Walz orders Friday special session: Can lawmakers read the bills?

With the ink still drying on thousands of pages of budget bills, Gov. Tim Walz is ordering Minnesota lawmakers back to the state Capitol on Friday to approve them.

“I am proud that we came together across party lines to build a budget that will improve the lives of Minnesotans. Now it’s our responsibility to take that budget across the finish line,” Walz said in a statement announcing the special session, which is scheduled to start at 10 a.m.

Walz, House Speaker Melissa Hortman and Senate Majority Leader Paul Gazelka plan to speed the bills through by 7 a.m. Saturday. But they did not get a formal agreement from either the House or Senate minority leaders, who do not have to agree to a single-day special session.

Walz made his call over the objections of the state Senate’s top Democrat, who said he urged Walz not to force lawmakers to vote on bills before reading them.

“Take a breath and let’s all read the bills and let’s see what’s wrong with them, because there will be things wrong,” said Senate Minority Leader Tom Bakk, DFL-Cook. “I think people’s constituents would be pretty surprised that you voted on a 1,000 page bill and you have no idea what’s in it.”
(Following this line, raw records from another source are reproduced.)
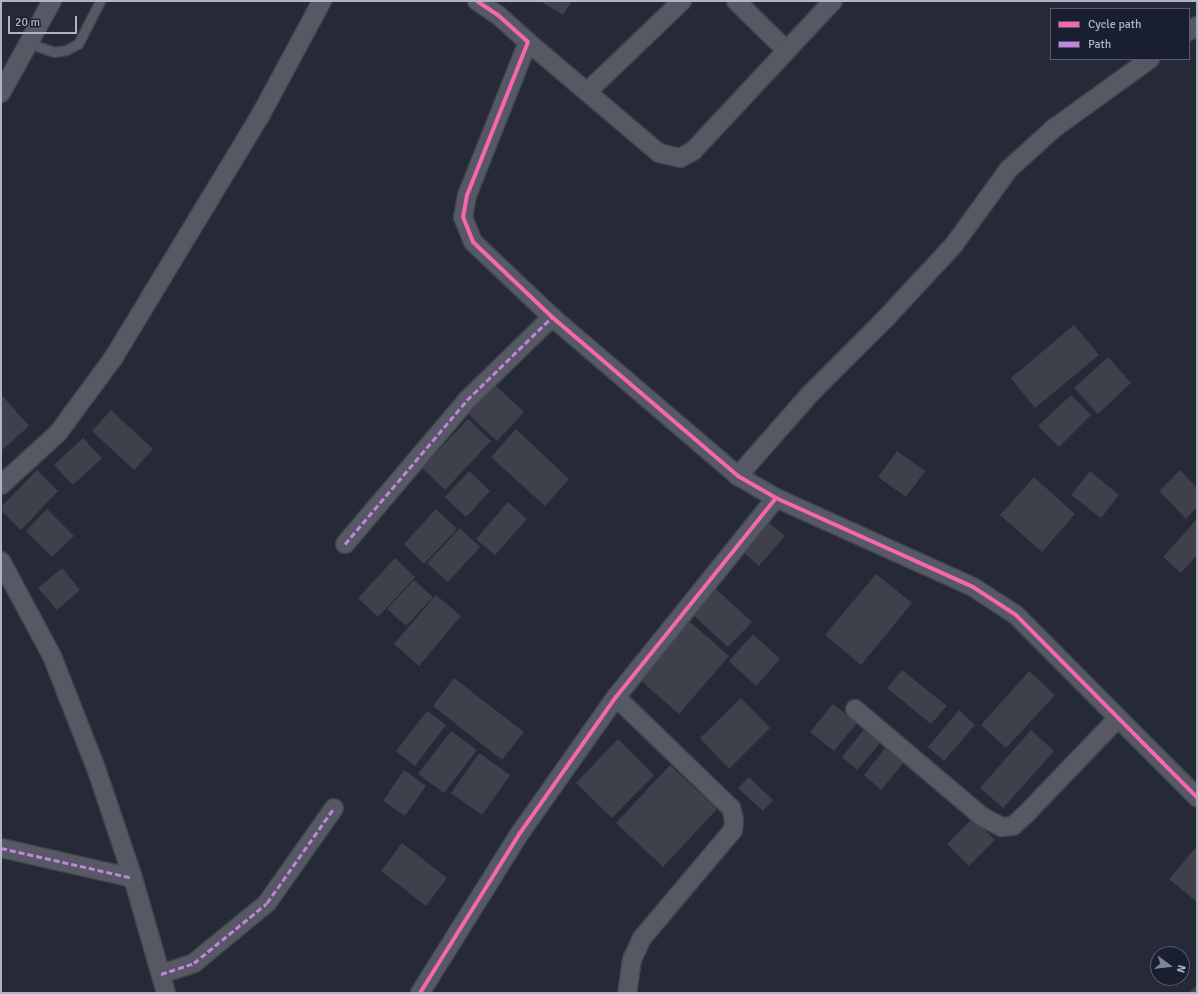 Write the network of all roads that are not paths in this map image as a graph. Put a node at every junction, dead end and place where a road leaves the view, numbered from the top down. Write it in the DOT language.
graph roads {
  1 [pos="52,1"];
  2 [pos="100,1"];
  3 [pos="322,1"];
  4 [pos="477,1"];
  5 [pos="682,1"];
  6 [pos="736,1"];
  7 [pos="833,1"];
  8 [pos="528,42"];
  9 [pos="26,43"];
  10 [pos="786,50"];
  11 [pos="1149,60"];
  12 [pos="587,92"];
  13 [pos="1,93"];
  14 [pos="552,317"];
  15 [pos="738,476"];
  16 [pos="1,485"];
  17 [pos="776,498"];
  18 [pos="345,544"];
  19 [pos="1,561"];
  20 [pos="616,697"];
  21 [pos="855,709"];
  22 [pos="1118,718"];
  23 [pos="1197,797"];
  24 [pos="334,808"];
  25 [pos="1,848"];
  26 [pos="133,878"];
  27 [pos="161,974"];
  28 [pos="166,993"];
  29 [pos="420,993"];
  30 [pos="627,993"];
  1 -- 9 [label="street"];
  2 -- 9 [label="lane"];
  3 -- 16 [label="street"];
  4 -- 8 [label="street"];
  5 -- 12 [label="street"];
  6 -- 10 [label="street"];
  7 -- 10 [label="street"];
  8 -- 12 [label="street"];
  8 -- 14 [label="street"];
  9 -- 13 [label="street"];
  10 -- 12 [label="street"];
  11 -- 15 [label="street"];
  14 -- 15 [label="street"];
  14 -- 18 [label="street"];
  15 -- 17 [label="street"];
  17 -- 20 [label="street"];
  17 -- 22 [label="street"];
  19 -- 26 [label="street"];
  20 -- 29 [label="street"];
  20 -- 30 [label="street"];
  21 -- 22 [label="street"];
  22 -- 23 [label="street"];
  24 -- 27 [label="street"];
  25 -- 26 [label="street"];
  26 -- 27 [label="street"];
  27 -- 28 [label="street"];
}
In the haste to finish, the budget bills quickly got closed up Thursday.  Lawmakers on both sides of the aisle complained loudly about the process, which became necessary after they were unable to complete their work by Monday’s adjournment of the regular session.
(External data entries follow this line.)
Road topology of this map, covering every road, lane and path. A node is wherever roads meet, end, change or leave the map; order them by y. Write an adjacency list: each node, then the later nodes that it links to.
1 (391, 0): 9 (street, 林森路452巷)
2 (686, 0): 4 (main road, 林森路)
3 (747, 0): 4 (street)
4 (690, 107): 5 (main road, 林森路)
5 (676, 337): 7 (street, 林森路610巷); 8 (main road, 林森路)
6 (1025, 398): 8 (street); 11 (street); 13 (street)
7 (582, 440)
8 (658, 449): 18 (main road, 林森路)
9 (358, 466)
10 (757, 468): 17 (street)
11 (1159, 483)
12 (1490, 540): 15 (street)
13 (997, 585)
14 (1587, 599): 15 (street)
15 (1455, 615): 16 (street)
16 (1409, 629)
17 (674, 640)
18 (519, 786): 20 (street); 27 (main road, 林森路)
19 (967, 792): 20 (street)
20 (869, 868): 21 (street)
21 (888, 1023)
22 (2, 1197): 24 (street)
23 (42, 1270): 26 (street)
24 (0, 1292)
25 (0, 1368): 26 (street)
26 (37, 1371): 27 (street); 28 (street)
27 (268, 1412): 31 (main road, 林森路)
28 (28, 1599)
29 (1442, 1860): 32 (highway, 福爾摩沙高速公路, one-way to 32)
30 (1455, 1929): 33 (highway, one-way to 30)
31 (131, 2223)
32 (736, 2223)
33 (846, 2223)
While the governor gets to call the special session, his power over the proceedings end there. Only lawmakers can decide how long to stay.

House Democrats and Senate Republicans, who control their respective chambers, have expressed hope for a quick one-day special session that adjourns before the Memorial Day weekend. But they need approval from minority caucuses in each chamber to suspend the rules, which require at least a three-day special session.

There was no agreement to suspend the rules as of Thursday afternoon, a spokesman for House Republican Leader Kurt Daudt said.

Insulin program fails

In the rush to prepare the bills on time, a provision creating an emergency insulin program was among the casualties. Versions of the measure, which would’ve allowed diabetics to get access to insulin even if they couldn’t pay for it, was included in both the House and Senate budgets, but was left out of the final deal.

Senate Republicans expressed little interest in getting the insulin program back in the state’s health and human services budget bill Thursday afternoon.

When confronted at the Capitol by Kim Munson of Lakeville, whose daughter has Type 1 diabetes, Senate Majority Leader Paul Gazelka said the legislation was “locked up.”

“Eventually you have to say, everyone, we have to wrap up because we’re trying to finish all the bills everywhere by Friday,” Gazelka said as Munson recorded his comments with her phone. “There’s always stuff that somebody wants that we need to get done but has to wait.”

The health and human services bill, like seven other budget-related measures, were negotiated in private between Walz, House Speaker Melissa Hortman and Gazelka, with input from two conference committee chairs. Many deals were struck during late-night sessions with politicians running on little sleep.

The fate of the insulin program only came to light Thursday morning when the two chairwoman, Democratic state Rep. Tina Liebling and Republican state Sen. Michelle Benson, began arguing on Twitter.

“After show of concern for (people) who need insulin to live, Sen. Benson kills #Insulin4All in final hours of negotiation,” Liebling tweeted Thursday morning.

Benson fired back: “You gave us a spreadsheet without (the) insulin program on it. I didn't notice, even in the several back and forth offers. We all closed the spreadsheet.”

If it was a clerical error, state Sen. Matt Little, DFL-Lakeville, said lawmakers ought to be able to fix it quickly.

“This was a real shock,” Little said in an interview. “We thought this was done. It just has such broad bipartisan support. This is one of those no-brainers at the Capitol. It should be in there. Let’s get it back in.”

No Historical Society cuts

Among the other budget deals announced Thursday:

  • The Minnesota Historical Society will not see its funding cut over its installation of “Fort Snelling at Bdote” signage at Fort Snelling State Park. Senate Republicans had chopped $4 million a year out of the agency’s budget in retaliation for the signage, which they called “revisionist history.” Democrats successfully fought the cuts.
  • Voters will not be able to keep their party preference private when voting in Minnesota’s 2020 presidential primary. While lawmakers restricted the general public from accessing lists of who chose each party, the political parties themselves will get access to all of the lists.
  • Minnesota’s daylight saving time will stay “status quo” after an effort to get rid of time changes failed, said state Sen. Mary Kiffmeyer, R-Big Lake. Kiffmeyer said the reaction to her initial proposal was mixed.